Our standard benchmarks and power tests are performed using the CPU’s stock frequencies (including any default boost/turbo), with all power-saving features enabled. We set optimized defaults in the BIOS and the memory by enabling the XMP profile. For this baseline testing, the Windows power scheme is set to Balanced (default) so the PC idles appropriately.

Synthetic Benchmarks

Synthetics provide a great way to determine how a board runs, as identical settings should produce similar performance results. Turbo boost wattage and advanced memory timings are places where motherboard makers can still optimize for either stability or performance, though, and those settings can impact some testing.

Results across our synthetic benchmark suite is overall average among all of the tested boards. It was on the slower side of the mean in the Procyon Office tests but faster in Photo and Video editing. Overall, it’s difficult to tell this board apart from others, including the X670E-based results.

 Timed Applications 

In the timed applications, again, the Aorus Master was an average Joe with results in all tests in the middle of all data sets. Nothing to worry about in these tests either.

 3D Games and 3DMark 

Starting with the launch of Zen 4, we’ve updated one of our games, F1 21, to the latest version, F1 22. We're keeping Far Cry 6. We run the games at 1920 x 1080 resolution using the Ultra preset (details listed above). As the resolution goes up, the CPU tends to have less impact. The goal with these settings is to determine if there are differences in performance at the most commonly used (and CPU/system bound) resolution with settings most people use or strive for (Ultra). We expect the difference between boards in these tests to be minor, with most differences falling within the margin of error. We’ve also added a minimum FPS value, affecting your gameplay and immersion experience.

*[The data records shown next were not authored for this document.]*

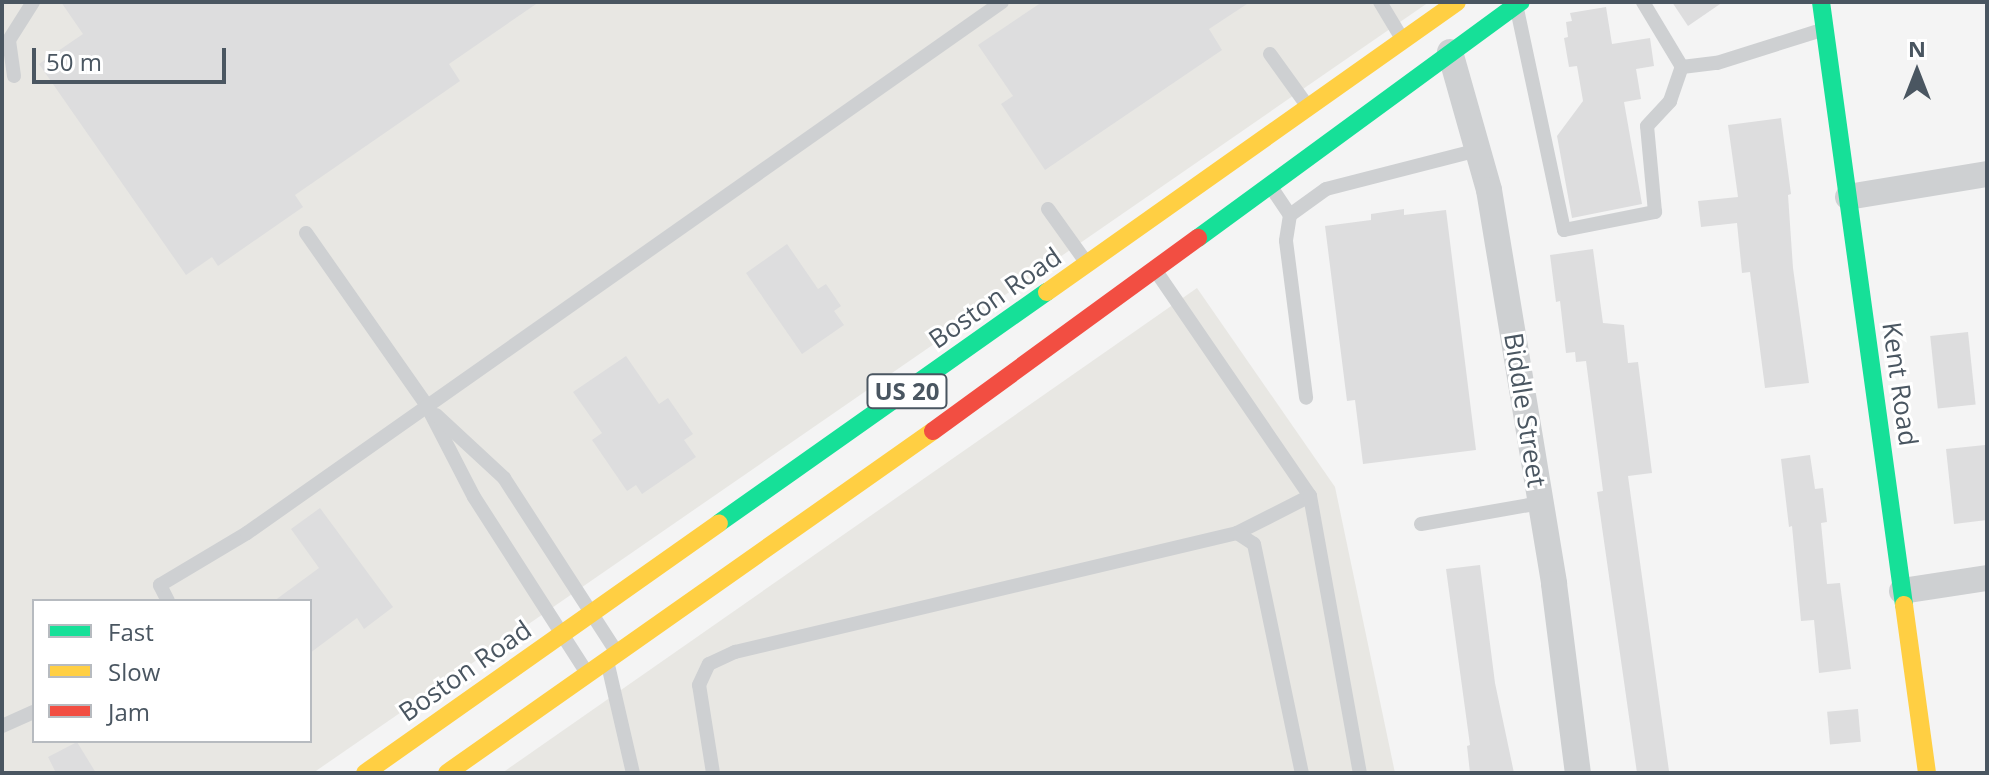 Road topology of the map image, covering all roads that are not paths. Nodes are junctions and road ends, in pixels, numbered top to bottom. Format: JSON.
{"nodes":[{"id":1,"x":33,"y":2,"type":"edge"},
{"id":2,"x":1002,"y":2,"type":"edge"},
{"id":3,"x":1380,"y":2,"type":"edge"},
{"id":4,"x":1457,"y":2,"type":"edge"},
{"id":5,"x":1643,"y":2,"type":"edge"},
{"id":6,"x":1821,"y":2,"type":"edge"},
{"id":7,"x":1519,"y":4,"type":"edge"},
{"id":8,"x":1825,"y":29,"type":"junction"},
{"id":9,"x":1403,"y":41,"type":"junction"},
{"id":10,"x":1450,"y":52,"type":"junction"},
{"id":11,"x":1270,"y":54,"type":"dead end"},
{"id":12,"x":1682,"y":67,"type":"junction"},
{"id":13,"x":14,"y":76,"type":"dead end"},
{"id":14,"x":1308,"y":108,"type":"junction"},
{"id":15,"x":1478,"y":150,"type":"junction"},
{"id":16,"x":1987,"y":174,"type":"edge"},
{"id":17,"x":1270,"y":186,"type":"junction"},
{"id":18,"x":1848,"y":197,"type":"junction"},
{"id":19,"x":1048,"y":209,"type":"dead end"},
{"id":20,"x":1290,"y":215,"type":"junction"},
{"id":21,"x":306,"y":233,"type":"dead end"},
{"id":22,"x":1088,"y":265,"type":"junction"},
{"id":23,"x":1155,"y":271,"type":"junction"},
{"id":24,"x":1306,"y":398,"type":"dead end"},
{"id":25,"x":427,"y":406,"type":"junction"},
{"id":26,"x":1310,"y":496,"type":"junction"},
{"id":27,"x":1540,"y":503,"type":"junction"},
{"id":28,"x":1421,"y":524,"type":"dead end"},
{"id":29,"x":1237,"y":533,"type":"junction"},
{"id":30,"x":1987,"y":578,"type":"edge"},
{"id":31,"x":1902,"y":591,"type":"junction"},
{"id":32,"x":167,"y":599,"type":"edge"},
{"id":33,"x":594,"y":613,"type":"junction"},
{"id":34,"x":564,"y":634,"type":"junction"},
{"id":35,"x":612,"y":657,"type":"junction"},
{"id":36,"x":588,"y":675,"type":"junction"},
{"id":37,"x":32,"y":713,"type":"edge"},
{"id":38,"x":2,"y":726,"type":"edge"},
{"id":39,"x":365,"y":773,"type":"edge"},
{"id":40,"x":447,"y":773,"type":"edge"},
{"id":41,"x":633,"y":773,"type":"edge"},
{"id":42,"x":713,"y":773,"type":"edge"},
{"id":43,"x":1302,"y":773,"type":"edge"},
{"id":44,"x":1360,"y":773,"type":"edge"},
{"id":45,"x":1578,"y":773,"type":"edge"},
{"id":46,"x":1927,"y":773,"type":"edge"}],
"edges":[{"from":1,"to":13,"type":"lane"},
{"from":2,"to":25,"type":"lane"},
{"from":3,"to":9,"type":"lane"},
{"from":4,"to":9,"type":"main road","name":"Boston Road","number":"US 20"},
{"from":5,"to":12,"type":"lane"},
{"from":6,"to":8,"type":"main road","name":"Kent Road"},
{"from":7,"to":10,"type":"main road","number":"US 20"},
{"from":7,"to":12,"type":"lane"},
{"from":8,"to":12,"type":"lane"},
{"from":8,"to":18,"type":"main road","name":"Kent Road"},
{"from":9,"to":14,"type":"main road","name":"Boston Road","number":"US 20"},
{"from":10,"to":15,"type":"street","name":"Biddle Street"},
{"from":10,"to":17,"type":"main road","number":"US 20"},
{"from":11,"to":14,"type":"lane"},
{"from":14,"to":22,"type":"main road","name":"Boston Road","number":"US 20"},
{"from":15,"to":20,"type":"lane"},
{"from":15,"to":27,"type":"street","name":"Biddle Street"},
{"from":16,"to":18,"type":"street"},
{"from":17,"to":20,"type":"lane"},
{"from":17,"to":23,"type":"main road","number":"US 20"},
{"from":18,"to":31,"type":"main road","name":"Kent Road"},
{"from":19,"to":22,"type":"lane"},
{"from":20,"to":24,"type":"lane"},
{"from":21,"to":25,"type":"lane"},
{"from":22,"to":33,"type":"main road","name":"Boston Road","number":"US 20"},
{"from":23,"to":26,"type":"lane"},
{"from":23,"to":35,"type":"main road","number":"US 20"},
{"from":25,"to":32,"type":"lane"},
{"from":25,"to":33,"type":"lane"},
{"from":25,"to":34,"type":"lane"},
{"from":26,"to":29,"type":"lane"},
{"from":26,"to":44,"type":"lane"},
{"from":27,"to":28,"type":"lane"},
{"from":27,"to":45,"type":"street","name":"Biddle Street"},
{"from":29,"to":42,"type":"lane"},
{"from":29,"to":43,"type":"lane"},
{"from":30,"to":31,"type":"street"},
{"from":31,"to":46,"type":"main road","name":"Kent Road"},
{"from":33,"to":34,"type":"main road","name":"Boston Road","number":"US 20"},
{"from":33,"to":35,"type":"lane"},
{"from":34,"to":36,"type":"lane"},
{"from":34,"to":39,"type":"main road","name":"Boston Road","number":"US 20"},
{"from":35,"to":36,"type":"main road","number":"US 20"},
{"from":35,"to":41,"type":"lane"},
{"from":36,"to":40,"type":"main road","number":"US 20"},
{"from":37,"to":38,"type":"lane"}]}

Our gaming tests showed the B650E Master is a more than capable performer running as fast or faster than its peers across F1 2022, Far Cry 6, and the 3DMark tests. As expected, the Aorus Master (and most motherboards) aren’t going to put a frame rate ceiling on your gaming adventures.

(Image credit: Tom's Hardware)

We used AIDA64’s System Stability Test with Stress CPU, FPU, Cache and Memory enabled for power testing, using the peak power consumption value. The wattage reading is from the wall via a Kill-A-Watt meter to capture the entire PC (minus the monitor). The only variable that changes is the motherboard; all other parts remain the same.

Power consumption on the B650E Aorus Master was some of the lowest we’ve seen across all AM5-capable motherboards we tested. At idle, it used 71W, while peaking at 272W during a stress test load. This board is tied with its big brother, the X670E Aorus Master as the most efficient board we’ve tested so far on this platfrom.

VRM temperatures on the Aorus Master were well within specification during our testing. It’s the coolest running board so far, partly due to the low power use at stock and the Fins Array III heatsink. There isn’t a significant difference between stock and overclocked on this board, but our overclock used around ten more watts than stock, so there was a slight increase in power and temperature. Clearly, these VRMs can handle our 7950X with any ambiently-cooled setup.

Overclocking

Over the last few CPU generations, overclocking headroom has been shrinking (at least on the AMD side) while the out-of-box potential has increased. For overclockers, this means there’s less fun to have. For the average consumer, it means you’re getting the most out of the processor without manual tweaking. Our goal in this section is to increase the load on the VRMs and see if they can handle the additional stress. Overclocking AMD CPUs can be done in several ways (all-core or adjust PBO values). But for simplicity’s sake, we just went with an all-core overclock of 5.4 GHz with 1.30V to increase the power output.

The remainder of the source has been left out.